Credo siano sinonimi quasi perfetti.

Forse l'unica sottigliezza è che "parere" può suggerire, in modo più o meno velato, una discrepanza tra apparenza e realtà.

_Mi sembra una brava persona_
_Mi pare una brava persona.

_Ecco, nel secondo caso la bontà è, diciamo, "accettata con riserva". In linea di massima, per non sbagliarsi se si è ancora confusi, preferirei sempre "sembrare" su "parere".

Ci sono però delle espressioni idiomatiche fisse, in cui bisogna obbligatoriamente usare il secondo: _ma ti pare!_, _non ti pare?_,_ ti pareva!_, ecc.

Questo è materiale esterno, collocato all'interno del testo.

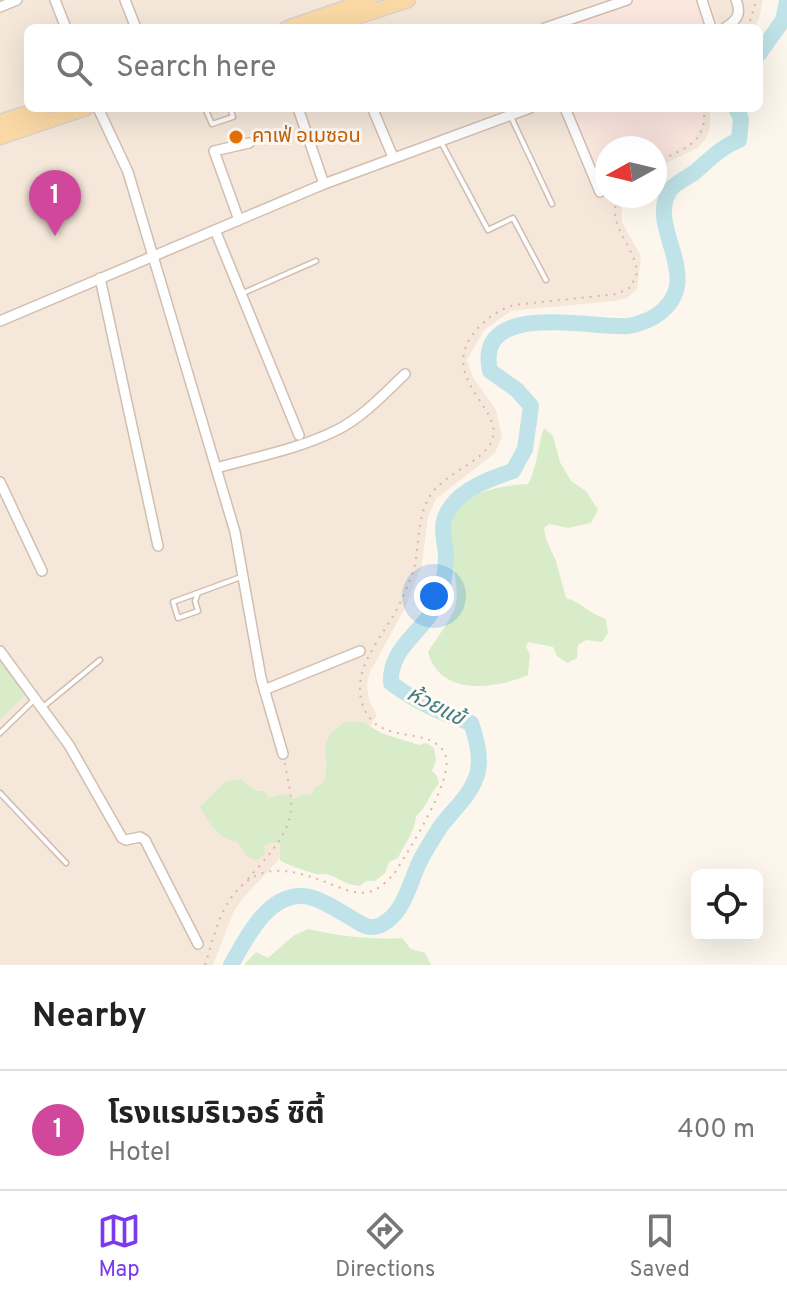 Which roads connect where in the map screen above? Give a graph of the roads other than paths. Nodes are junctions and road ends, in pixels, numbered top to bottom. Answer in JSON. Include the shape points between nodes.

Infine, nel registro familiare, c'è un significato di "parere" che "sembrare" non ha.
*4* fam., sembrare meglio, sembrare più opportuno: _fai come ti pare!_, _fai sempre quello che ti pare!_, _puoi vestirti come ti pare_ 
(De Mauro)


----------



## TimLA

Ciao Federicoft!

Mi pare che abbiamo una soluzione, e mi sembra che io deva ringraziarti!

Grazie mille!


----------



## brian

TimLA said:


> Ciao Federicoft!
> 
> Mi pare che abbiamo una soluzione, e mi sembra che io deva ringraziarti *di doverti ringraziare*!
> 
> Grazie mille!


----------



## london calling

federicoft said:


> Credo siano sinonimi quasi perfetti.
> 
> Forse l'unica sottigliezza è che "parere" può suggerire, in modo più o meno velato, una discrepanza tra apparenza e realtà.
> 
> _Mi sembra una brava persona_
> _Mi pare una brava persona._
> 
> Ecco, nel secondo caso la bontà è, diciamo, "accettata con riserva". In linea di massima, per non sbagliarsi se si è ancora confusi, preferirei sempre "sembrare" su "parere".
> 
> Ci sono però delle espressioni idiomatiche fisse, in cui bisogna obbligatoriamente usare il secondo: _ma ti pare!_, _non ti pare?_,_ ti pareva!_, ecc.
> 
> Infine, nel registro familiare, c'è un significato di "parere" che "sembrare" non ha.
> *4* fam., sembrare meglio, sembrare più opportuno: _fai come ti pare!_, _fai sempre quello che ti pare!_, _puoi vestirti come ti pare_
> (De Mauro)


Ciao!
Noto che in dialetto napoletano si usa quasi sempre "pare": immagino sia dovuto all'influenza francese. Succede la stessa cosa a nord, dove l'influenza della lingua francese è maggiore?


----------



## neuromatico

Ciao lc,
per quanto ne ricordo, "parere" viene spesso usato in Piemonte, probabilmente per la stessa ragione, non ti pare?


----------



## nottolino

TimLA said:


> Ciao Federicoft!
> 
> Mi pare che abbiamo una soluzione, e mi sembra che io deva ringraziarti!
> 
> Grazie mille!



Un congiuntivo cosi' bello, e da un inglese merita incoraggiamento !!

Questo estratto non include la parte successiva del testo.